[Records from a data source]
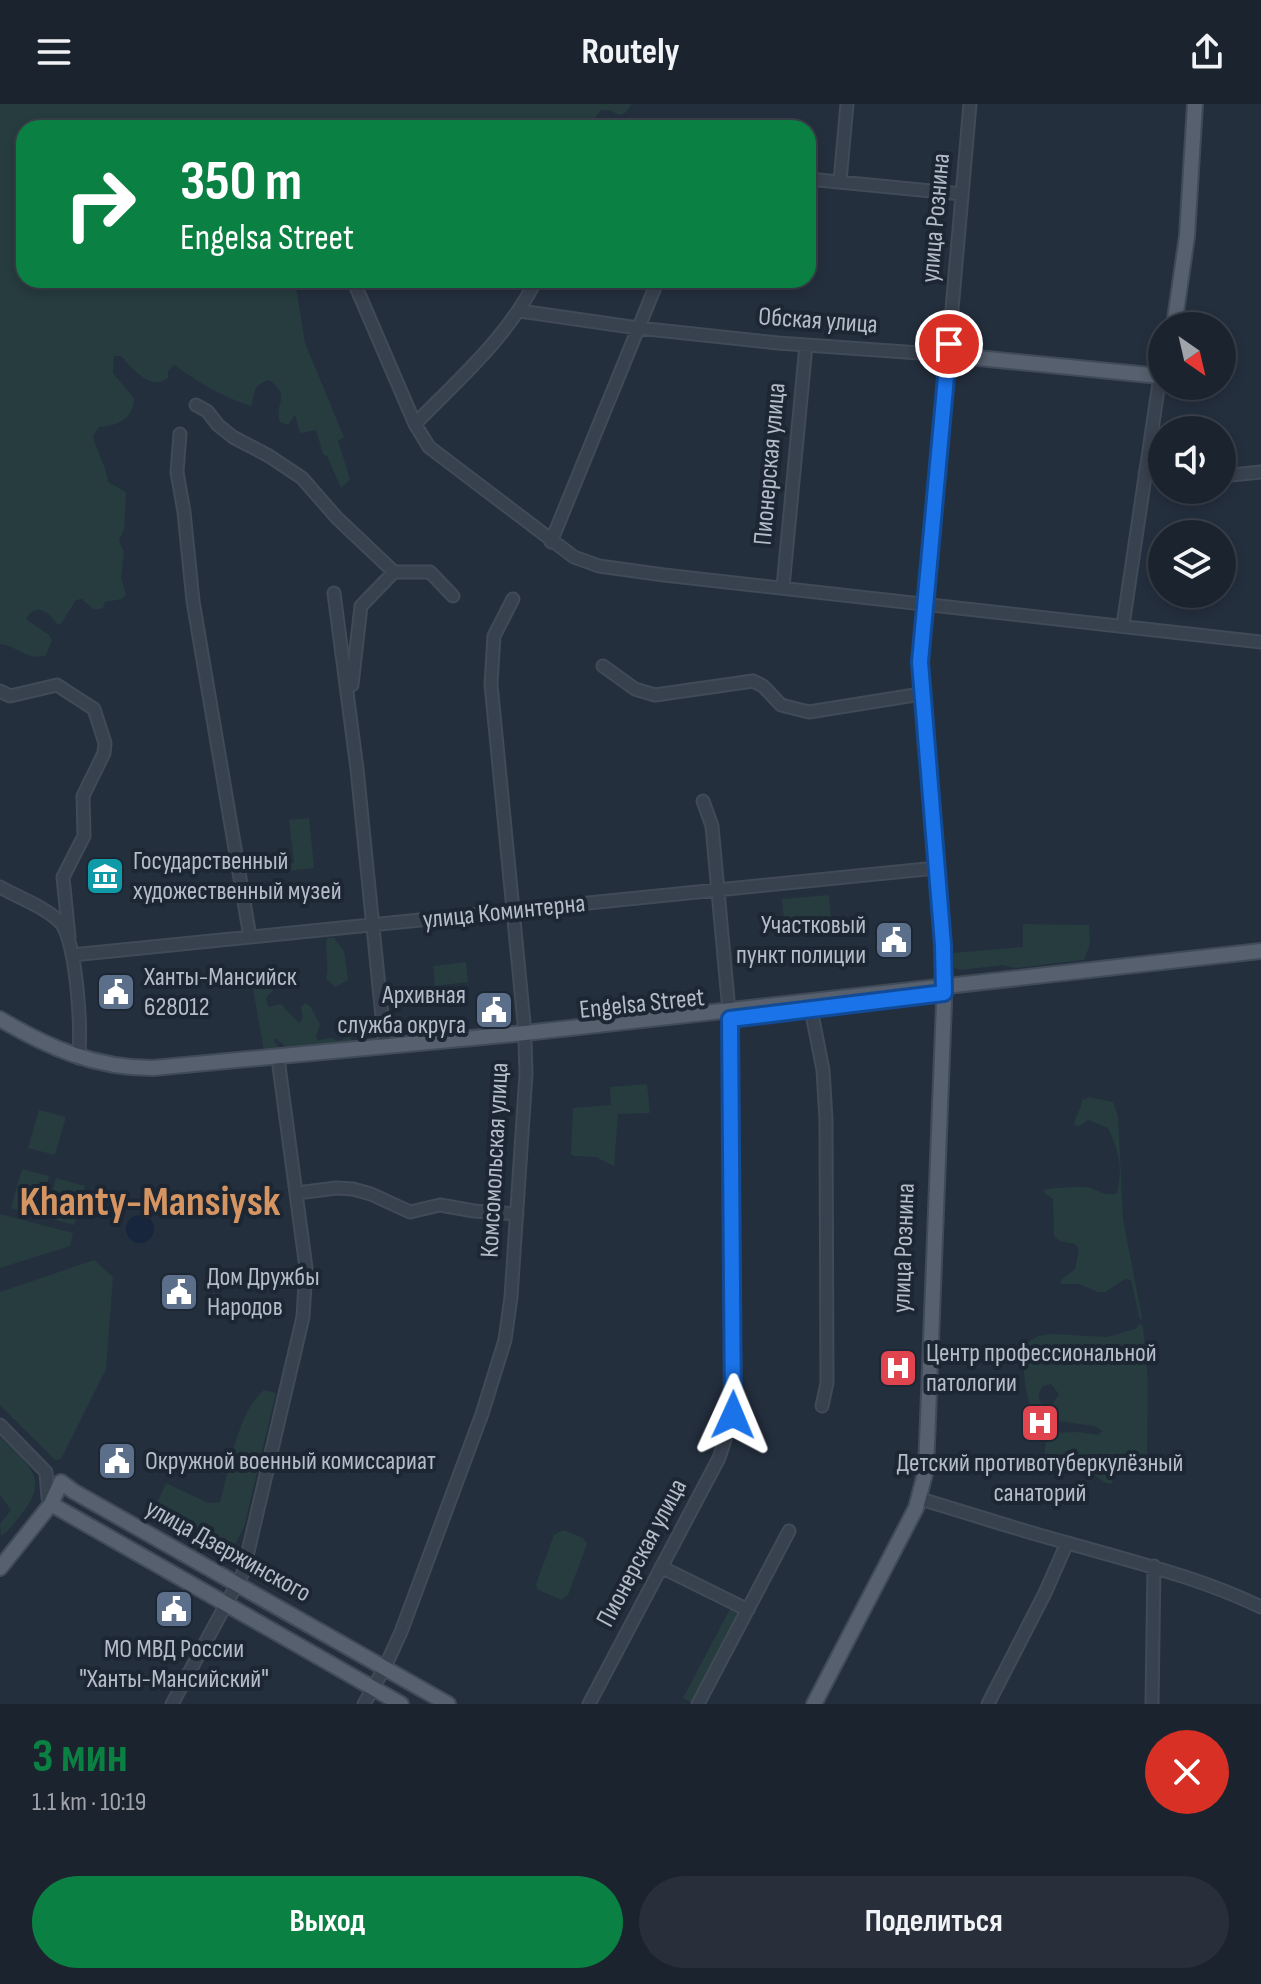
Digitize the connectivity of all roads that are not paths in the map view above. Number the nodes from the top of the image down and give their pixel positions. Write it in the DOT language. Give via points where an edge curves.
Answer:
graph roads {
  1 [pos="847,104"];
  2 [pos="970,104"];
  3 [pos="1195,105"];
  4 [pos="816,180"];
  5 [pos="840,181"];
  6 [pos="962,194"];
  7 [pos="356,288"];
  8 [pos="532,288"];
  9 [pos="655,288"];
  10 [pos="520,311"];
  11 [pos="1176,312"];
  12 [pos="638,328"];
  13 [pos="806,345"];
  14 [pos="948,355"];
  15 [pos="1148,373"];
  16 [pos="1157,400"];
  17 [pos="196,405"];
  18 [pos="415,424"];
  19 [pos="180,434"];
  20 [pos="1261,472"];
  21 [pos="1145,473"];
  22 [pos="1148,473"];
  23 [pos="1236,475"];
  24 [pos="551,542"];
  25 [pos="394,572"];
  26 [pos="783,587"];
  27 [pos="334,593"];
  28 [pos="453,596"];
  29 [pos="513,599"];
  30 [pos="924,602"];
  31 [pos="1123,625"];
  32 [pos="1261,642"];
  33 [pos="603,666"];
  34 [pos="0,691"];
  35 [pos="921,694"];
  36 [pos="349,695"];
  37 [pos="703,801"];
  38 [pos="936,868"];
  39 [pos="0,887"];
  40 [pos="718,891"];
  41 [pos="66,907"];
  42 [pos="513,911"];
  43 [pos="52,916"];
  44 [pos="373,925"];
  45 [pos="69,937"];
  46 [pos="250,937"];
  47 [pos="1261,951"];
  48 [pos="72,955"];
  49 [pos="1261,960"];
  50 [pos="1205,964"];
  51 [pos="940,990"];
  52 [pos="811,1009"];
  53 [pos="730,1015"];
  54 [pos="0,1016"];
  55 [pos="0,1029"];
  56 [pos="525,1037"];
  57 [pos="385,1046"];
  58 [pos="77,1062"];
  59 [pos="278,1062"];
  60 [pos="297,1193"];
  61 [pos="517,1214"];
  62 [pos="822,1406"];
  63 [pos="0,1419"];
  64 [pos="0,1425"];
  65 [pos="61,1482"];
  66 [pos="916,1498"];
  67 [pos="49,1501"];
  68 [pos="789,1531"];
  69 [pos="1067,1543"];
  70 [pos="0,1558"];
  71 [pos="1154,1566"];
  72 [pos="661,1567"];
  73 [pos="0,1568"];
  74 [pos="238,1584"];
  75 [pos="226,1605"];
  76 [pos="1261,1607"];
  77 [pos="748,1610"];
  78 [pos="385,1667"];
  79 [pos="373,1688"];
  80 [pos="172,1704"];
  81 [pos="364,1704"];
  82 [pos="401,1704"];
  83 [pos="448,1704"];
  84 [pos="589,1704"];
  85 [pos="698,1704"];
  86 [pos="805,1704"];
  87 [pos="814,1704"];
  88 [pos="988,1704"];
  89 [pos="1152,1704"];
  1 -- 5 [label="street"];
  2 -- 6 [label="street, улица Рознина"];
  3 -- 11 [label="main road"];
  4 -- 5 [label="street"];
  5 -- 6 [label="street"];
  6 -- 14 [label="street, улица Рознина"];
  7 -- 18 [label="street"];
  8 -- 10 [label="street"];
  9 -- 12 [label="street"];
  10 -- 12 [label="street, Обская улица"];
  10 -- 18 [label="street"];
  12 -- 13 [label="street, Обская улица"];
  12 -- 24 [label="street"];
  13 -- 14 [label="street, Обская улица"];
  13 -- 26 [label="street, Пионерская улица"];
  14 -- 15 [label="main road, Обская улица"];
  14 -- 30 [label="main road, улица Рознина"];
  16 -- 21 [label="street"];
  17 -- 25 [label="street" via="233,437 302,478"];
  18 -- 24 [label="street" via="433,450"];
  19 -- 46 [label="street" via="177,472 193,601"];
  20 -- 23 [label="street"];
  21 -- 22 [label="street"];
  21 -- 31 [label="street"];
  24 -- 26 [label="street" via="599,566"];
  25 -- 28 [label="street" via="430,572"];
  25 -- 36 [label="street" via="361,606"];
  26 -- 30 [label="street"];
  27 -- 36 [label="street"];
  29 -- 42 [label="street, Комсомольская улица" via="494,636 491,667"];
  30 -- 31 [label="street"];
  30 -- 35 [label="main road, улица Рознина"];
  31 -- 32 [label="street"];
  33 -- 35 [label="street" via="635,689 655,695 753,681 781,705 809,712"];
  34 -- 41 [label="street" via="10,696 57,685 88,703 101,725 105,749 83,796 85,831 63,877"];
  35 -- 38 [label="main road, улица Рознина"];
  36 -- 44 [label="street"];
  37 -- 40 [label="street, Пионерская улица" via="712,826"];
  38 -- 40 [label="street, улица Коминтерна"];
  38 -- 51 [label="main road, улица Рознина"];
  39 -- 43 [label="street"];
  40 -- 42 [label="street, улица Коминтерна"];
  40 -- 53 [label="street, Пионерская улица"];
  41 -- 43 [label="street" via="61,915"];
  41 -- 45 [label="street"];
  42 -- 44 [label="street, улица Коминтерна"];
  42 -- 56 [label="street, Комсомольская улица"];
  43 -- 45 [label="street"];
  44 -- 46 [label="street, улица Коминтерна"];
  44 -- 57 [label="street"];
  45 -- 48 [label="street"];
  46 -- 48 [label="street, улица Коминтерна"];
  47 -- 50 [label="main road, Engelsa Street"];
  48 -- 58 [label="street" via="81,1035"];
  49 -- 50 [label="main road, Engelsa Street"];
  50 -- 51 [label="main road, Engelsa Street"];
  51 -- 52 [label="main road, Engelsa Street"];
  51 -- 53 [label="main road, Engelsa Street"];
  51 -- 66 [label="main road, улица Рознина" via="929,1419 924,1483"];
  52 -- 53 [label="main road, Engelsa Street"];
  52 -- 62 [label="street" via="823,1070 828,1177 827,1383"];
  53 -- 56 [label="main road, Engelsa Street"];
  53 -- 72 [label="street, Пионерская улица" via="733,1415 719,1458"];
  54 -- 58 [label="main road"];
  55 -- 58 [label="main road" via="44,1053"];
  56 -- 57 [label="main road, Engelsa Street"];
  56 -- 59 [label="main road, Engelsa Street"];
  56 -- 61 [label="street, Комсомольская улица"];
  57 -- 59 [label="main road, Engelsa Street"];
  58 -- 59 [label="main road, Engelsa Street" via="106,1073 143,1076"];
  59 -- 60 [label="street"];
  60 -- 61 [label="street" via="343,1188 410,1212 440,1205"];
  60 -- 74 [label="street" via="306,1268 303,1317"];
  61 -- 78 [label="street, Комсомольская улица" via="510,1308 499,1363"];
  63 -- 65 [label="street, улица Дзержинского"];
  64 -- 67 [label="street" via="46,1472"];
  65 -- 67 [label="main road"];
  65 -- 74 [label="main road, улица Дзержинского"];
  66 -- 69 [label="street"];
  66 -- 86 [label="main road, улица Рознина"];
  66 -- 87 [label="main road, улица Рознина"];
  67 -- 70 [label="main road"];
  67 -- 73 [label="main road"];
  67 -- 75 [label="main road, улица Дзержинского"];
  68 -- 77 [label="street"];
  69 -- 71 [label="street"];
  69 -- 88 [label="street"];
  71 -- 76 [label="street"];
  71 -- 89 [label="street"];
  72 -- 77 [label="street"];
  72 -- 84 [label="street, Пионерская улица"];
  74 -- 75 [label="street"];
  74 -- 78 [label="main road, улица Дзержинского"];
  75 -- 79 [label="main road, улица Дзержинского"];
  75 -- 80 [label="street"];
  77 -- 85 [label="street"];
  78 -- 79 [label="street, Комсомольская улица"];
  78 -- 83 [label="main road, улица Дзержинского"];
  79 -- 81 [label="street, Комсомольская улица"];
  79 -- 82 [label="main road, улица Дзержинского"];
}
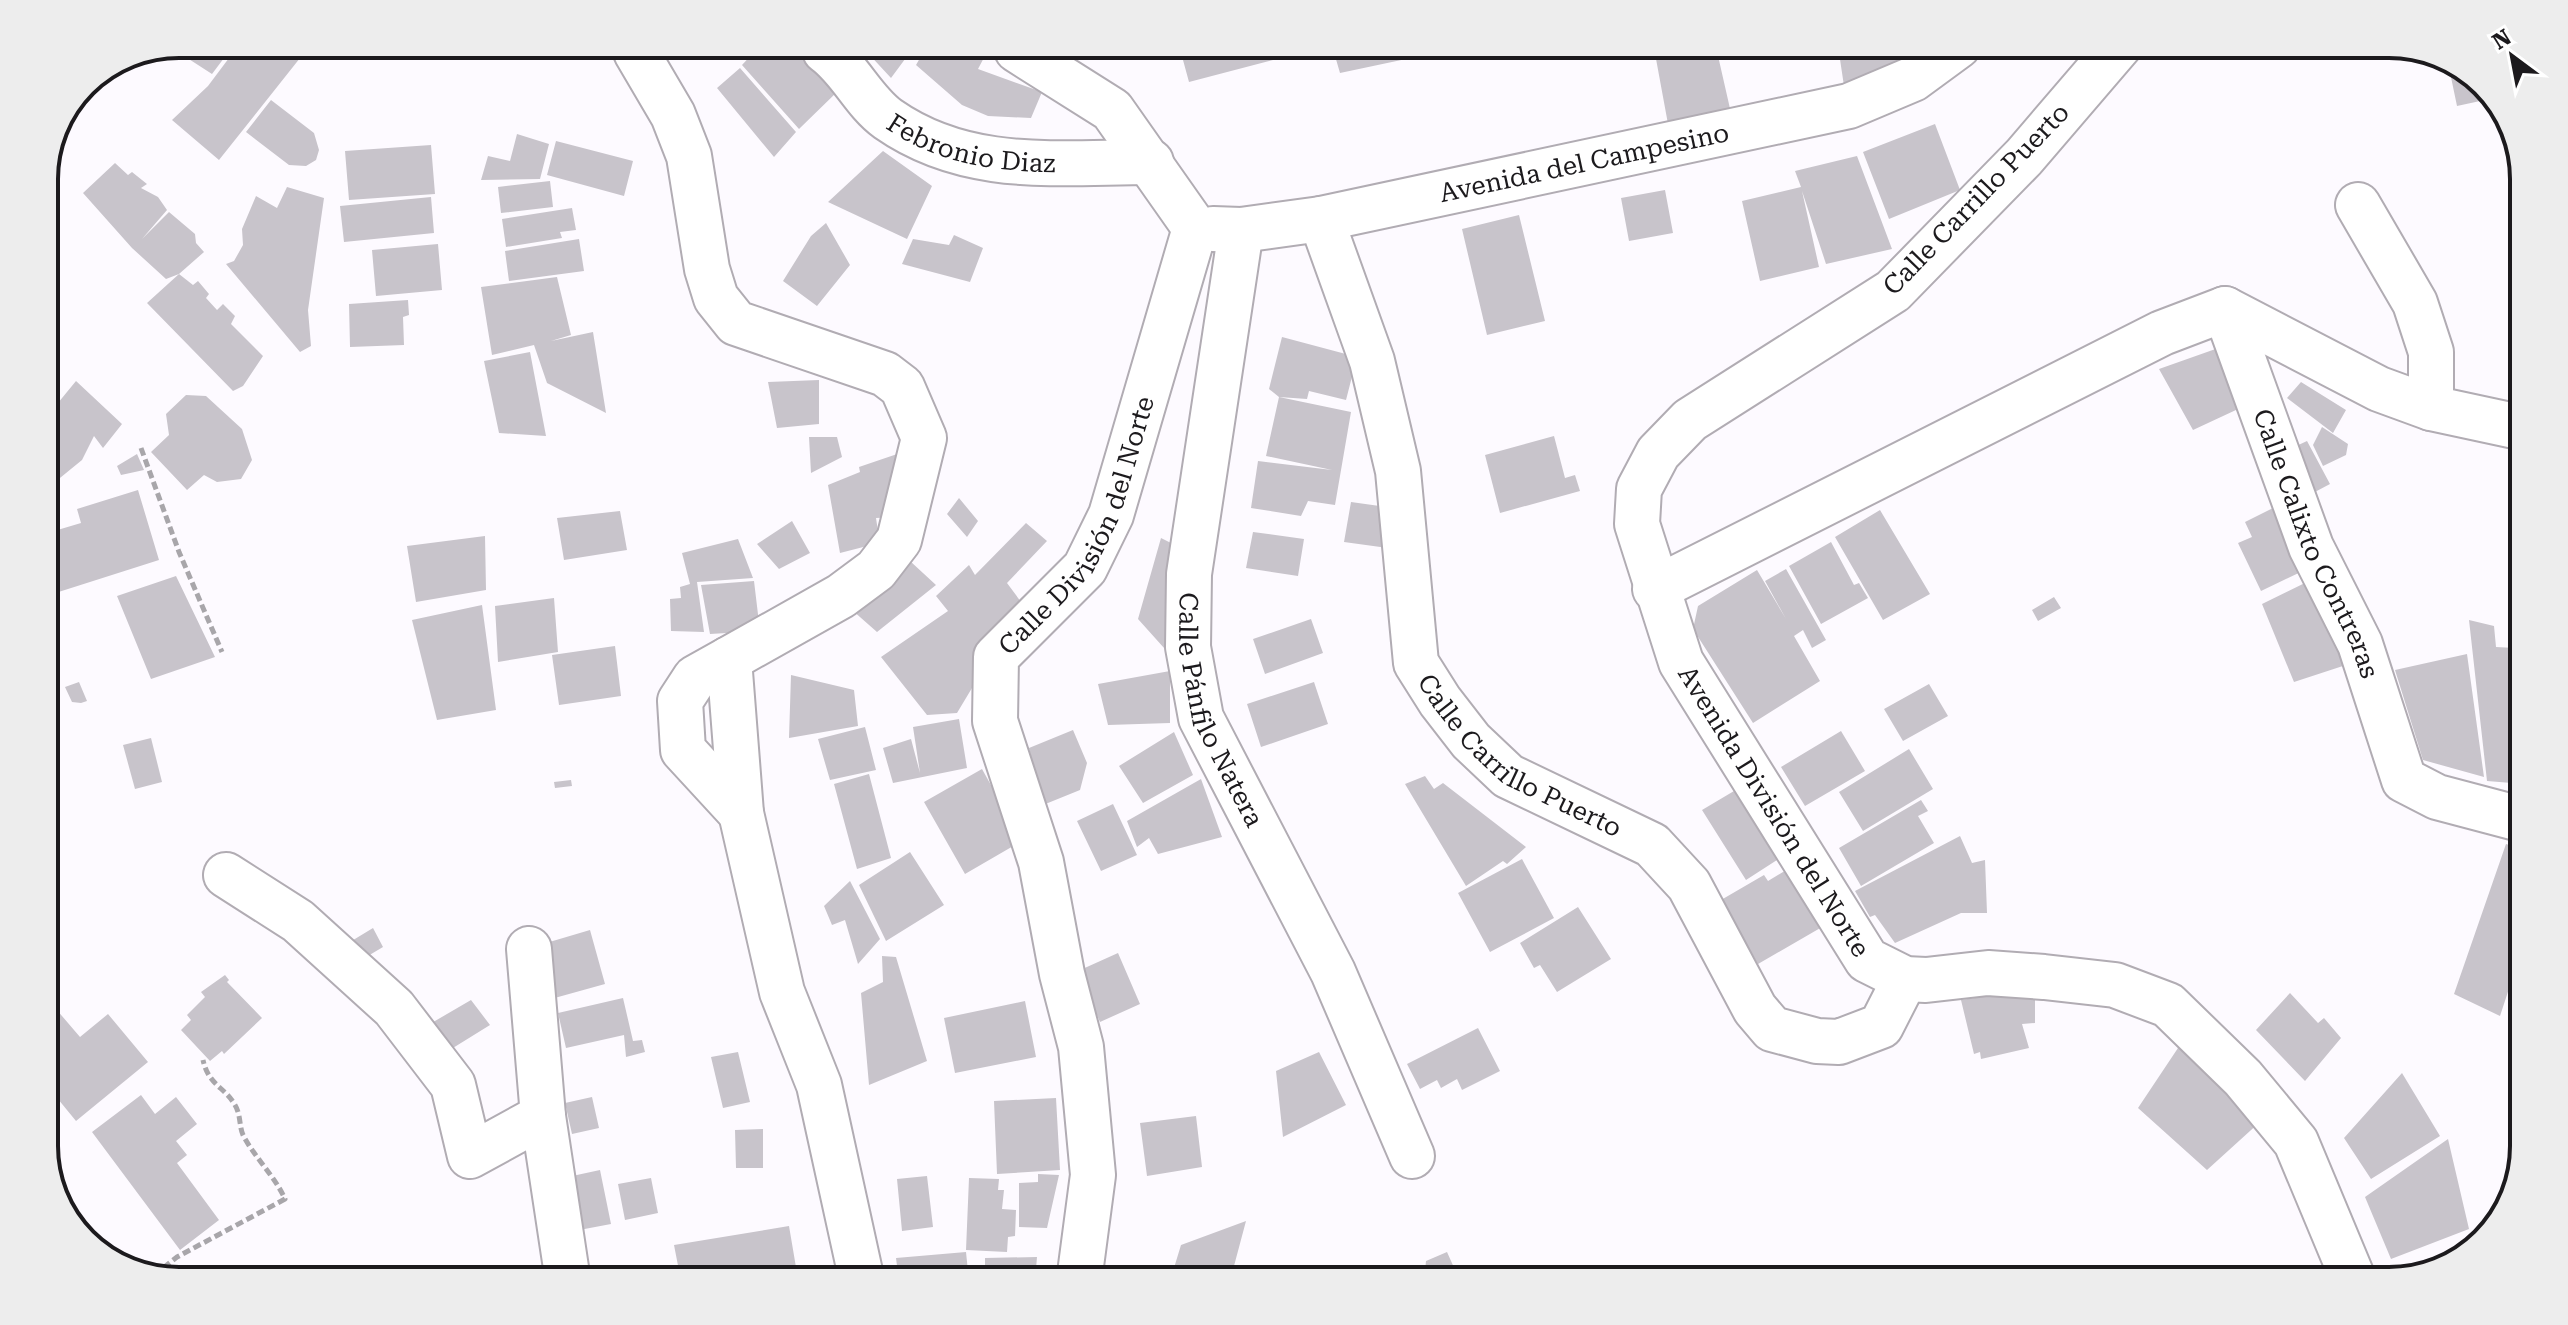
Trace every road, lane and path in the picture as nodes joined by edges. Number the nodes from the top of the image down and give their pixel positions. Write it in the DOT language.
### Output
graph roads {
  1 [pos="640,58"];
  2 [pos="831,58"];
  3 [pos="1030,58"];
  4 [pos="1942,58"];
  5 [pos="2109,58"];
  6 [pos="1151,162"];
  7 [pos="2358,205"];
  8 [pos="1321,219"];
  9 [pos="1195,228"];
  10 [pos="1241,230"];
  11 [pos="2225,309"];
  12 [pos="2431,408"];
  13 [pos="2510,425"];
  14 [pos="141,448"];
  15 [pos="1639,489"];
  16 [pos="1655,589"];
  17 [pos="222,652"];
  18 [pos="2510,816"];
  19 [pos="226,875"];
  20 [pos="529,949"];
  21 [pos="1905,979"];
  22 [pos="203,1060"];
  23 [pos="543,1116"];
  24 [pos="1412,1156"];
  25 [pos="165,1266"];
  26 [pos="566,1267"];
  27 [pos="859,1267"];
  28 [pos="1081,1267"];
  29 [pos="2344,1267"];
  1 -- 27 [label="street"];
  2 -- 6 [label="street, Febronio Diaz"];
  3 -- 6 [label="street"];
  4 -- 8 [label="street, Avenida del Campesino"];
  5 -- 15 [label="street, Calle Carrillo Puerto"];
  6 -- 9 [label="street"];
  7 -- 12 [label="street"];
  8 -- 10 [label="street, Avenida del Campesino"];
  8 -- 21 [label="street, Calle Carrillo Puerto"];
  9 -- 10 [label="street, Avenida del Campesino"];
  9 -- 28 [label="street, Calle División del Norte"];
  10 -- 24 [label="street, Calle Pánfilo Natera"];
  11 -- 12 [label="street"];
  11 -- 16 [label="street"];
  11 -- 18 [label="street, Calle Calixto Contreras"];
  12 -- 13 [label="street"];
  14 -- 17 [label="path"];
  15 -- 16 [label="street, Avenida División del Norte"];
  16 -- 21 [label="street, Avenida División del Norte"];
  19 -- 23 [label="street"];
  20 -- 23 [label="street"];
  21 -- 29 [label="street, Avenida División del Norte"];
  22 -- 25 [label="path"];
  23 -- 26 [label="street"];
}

• **Task to carry out**
Line count for "Avenida": count the lines of the records above that contain it and give only the number.

• **Answer section**
6